Using cognitive search

Puzzel's Knowledgebase uses cognitive search which is a semantic search, unlike keyword search. It works really well on set of words explaining what you are looking for instead of a single word. Here is an explanation of the difference:

Typical Keyword Search 

"Exact words matching"

Looks for article that exactly match the keywords you type without any meaning or understanding of the context.

If you search for:

"Best places to eat pizza New York"

A keyword search engine looks for pages with exact matches like:

  • "best"
  • "places"
  • "eat"
  • "pizza"
  • "New York"

Even if the article says "Top restaurants serving pizza in NYC" — if it doesn't have your exact words, it might not show up.

Semantic Search

"Understands the meaning behind your query."

  • Uses Natural Language Processing (NLP) & AI.
  • Understands synonyms, context, intent.
  • Looks for conceptually similar content — not just exact matches

If you search for the same exact text as above:

"Best places to eat pizza New York"

Semantic search might also show pages that say:

  • "Top-rated pizzerias in NYC"
  • "Where to find delicious pizza in Manhattan"
  • "Popular New York pizza joints locals love"

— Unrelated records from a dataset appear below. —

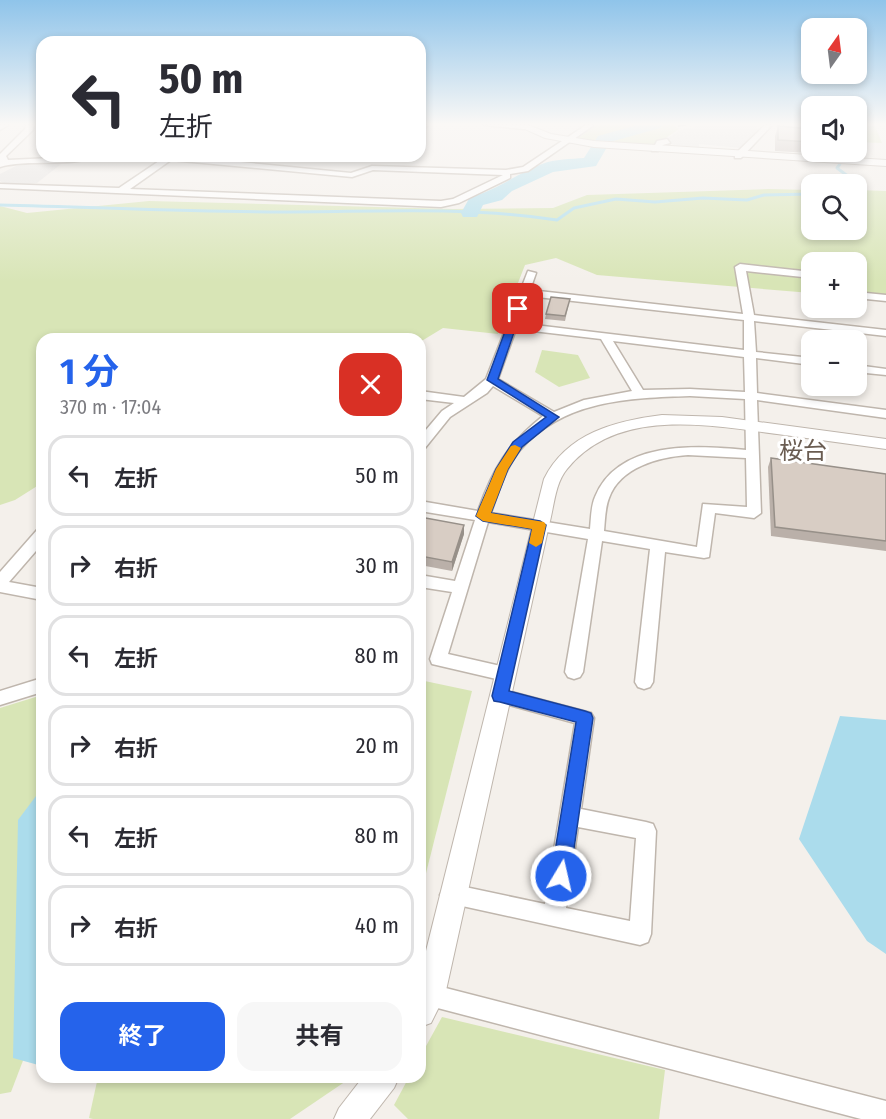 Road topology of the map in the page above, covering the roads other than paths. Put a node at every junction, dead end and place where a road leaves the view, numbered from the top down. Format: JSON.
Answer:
{"nodes":[{"id":1,"x":141,"y":177,"type":"edge"},
{"id":2,"x":505,"y":177,"type":"edge"},
{"id":3,"x":0,"y":186,"type":"edge"},
{"id":4,"x":121,"y":191,"type":"junction"},
{"id":5,"x":531,"y":273,"type":"dead end"},
{"id":6,"x":801,"y":274,"type":"edge"},
{"id":7,"x":524,"y":292,"type":"junction"},
{"id":8,"x":867,"y":296,"type":"edge"},
{"id":9,"x":886,"y":298,"type":"edge"},
{"id":10,"x":749,"y":317,"type":"junction"},
{"id":11,"x":511,"y":325,"type":"junction"},
{"id":12,"x":886,"y":333,"type":"edge"},
{"id":13,"x":605,"y":338,"type":"junction"},
{"id":14,"x":750,"y":354,"type":"junction"},
{"id":15,"x":801,"y":361,"type":"edge"},
{"id":16,"x":867,"y":369,"type":"edge"},
{"id":17,"x":886,"y":372,"type":"edge"},
{"id":18,"x":492,"y":380,"type":"junction"},
{"id":19,"x":639,"y":392,"type":"junction"},
{"id":20,"x":426,"y":396,"type":"edge"},
{"id":21,"x":750,"y":396,"type":"junction"},
{"id":22,"x":464,"y":401,"type":"junction"},
{"id":23,"x":886,"y":414,"type":"edge"},
{"id":24,"x":553,"y":417,"type":"junction"},
{"id":25,"x":751,"y":426,"type":"junction"},
{"id":26,"x":426,"y":438,"type":"edge"},
{"id":27,"x":886,"y":444,"type":"edge"},
{"id":28,"x":752,"y":455,"type":"junction"},
{"id":29,"x":426,"y":507,"type":"edge"},
{"id":30,"x":483,"y":516,"type":"junction"},
{"id":31,"x":540,"y":525,"type":"junction"},
{"id":32,"x":597,"y":533,"type":"junction"},
{"id":33,"x":36,"y":541,"type":"edge"},
{"id":34,"x":658,"y":544,"type":"junction"},
{"id":35,"x":426,"y":582,"type":"edge"},
{"id":36,"x":0,"y":584,"type":"edge"},
{"id":37,"x":461,"y":588,"type":"junction"},
{"id":38,"x":36,"y":593,"type":"edge"},
{"id":39,"x":574,"y":672,"type":"dead end"},
{"id":40,"x":644,"y":682,"type":"dead end"},
{"id":41,"x":503,"y":685,"type":"junction"},
{"id":42,"x":36,"y":687,"type":"edge"},
{"id":43,"x":0,"y":698,"type":"edge"},
{"id":44,"x":570,"y":816,"type":"junction"},
{"id":45,"x":451,"y":895,"type":"junction"},
{"id":46,"x":554,"y":916,"type":"junction"},
{"id":47,"x":426,"y":999,"type":"edge"},
{"id":48,"x":426,"y":1003,"type":"edge"},
{"id":49,"x":377,"y":1083,"type":"edge"},
{"id":50,"x":886,"y":1113,"type":"edge"},
{"id":51,"x":350,"y":1119,"type":"edge"}],
"edges":[{"from":1,"to":4,"type":"street"},
{"from":2,"to":4,"type":"street"},
{"from":3,"to":4,"type":"street"},
{"from":5,"to":7,"type":"street"},
{"from":6,"to":10,"type":"street"},
{"from":7,"to":10,"type":"street"},
{"from":7,"to":11,"type":"street"},
{"from":8,"to":9,"type":"street"},
{"from":10,"to":12,"type":"street"},
{"from":10,"to":14,"type":"street"},
{"from":11,"to":13,"type":"street"},
{"from":11,"to":18,"type":"street"},
{"from":13,"to":14,"type":"street"},
{"from":13,"to":19,"type":"street"},
{"from":14,"to":15,"type":"street"},
{"from":14,"to":21,"type":"street"},
{"from":16,"to":17,"type":"street"},
{"from":18,"to":22,"type":"street"},
{"from":18,"to":24,"type":"street"},
{"from":19,"to":21,"type":"street"},
{"from":19,"to":24,"type":"street"},
{"from":20,"to":22,"type":"street"},
{"from":21,"to":23,"type":"street"},
{"from":21,"to":25,"type":"street"},
{"from":22,"to":26,"type":"street"},
{"from":24,"to":30,"type":"street"},
{"from":25,"to":27,"type":"street"},
{"from":25,"to":28,"type":"street"},
{"from":25,"to":31,"type":"street"},
{"from":28,"to":32,"type":"street"},
{"from":28,"to":34,"type":"street"},
{"from":29,"to":30,"type":"street"},
{"from":30,"to":31,"type":"street"},
{"from":30,"to":37,"type":"street"},
{"from":31,"to":32,"type":"street"},
{"from":31,"to":41,"type":"street"},
{"from":32,"to":34,"type":"street"},
{"from":32,"to":39,"type":"street"},
{"from":33,"to":36,"type":"street"},
{"from":34,"to":40,"type":"street"},
{"from":35,"to":37,"type":"street"},
{"from":36,"to":38,"type":"street"},
{"from":37,"to":41,"type":"street"},
{"from":41,"to":44,"type":"street"},
{"from":41,"to":45,"type":"street"},
{"from":42,"to":43,"type":"street"},
{"from":44,"to":46,"type":"street"},
{"from":44,"to":46,"type":"street"},
{"from":45,"to":46,"type":"street"},
{"from":45,"to":47,"type":"street"},
{"from":48,"to":50,"type":"street"},
{"from":49,"to":51,"type":"street"}]}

Even though the words aren’t exact, it understands you're looking for pizza recommendations in NYC.

As of April 2025, Puzzzel also added support for hybrid search which includes "keyword" search where the search query contains fewer words (less than 2). This ensures that search will try to match keywords and return articles with relevant matches when appropriate and present a list of articles with the highest relevance score even for single keywords.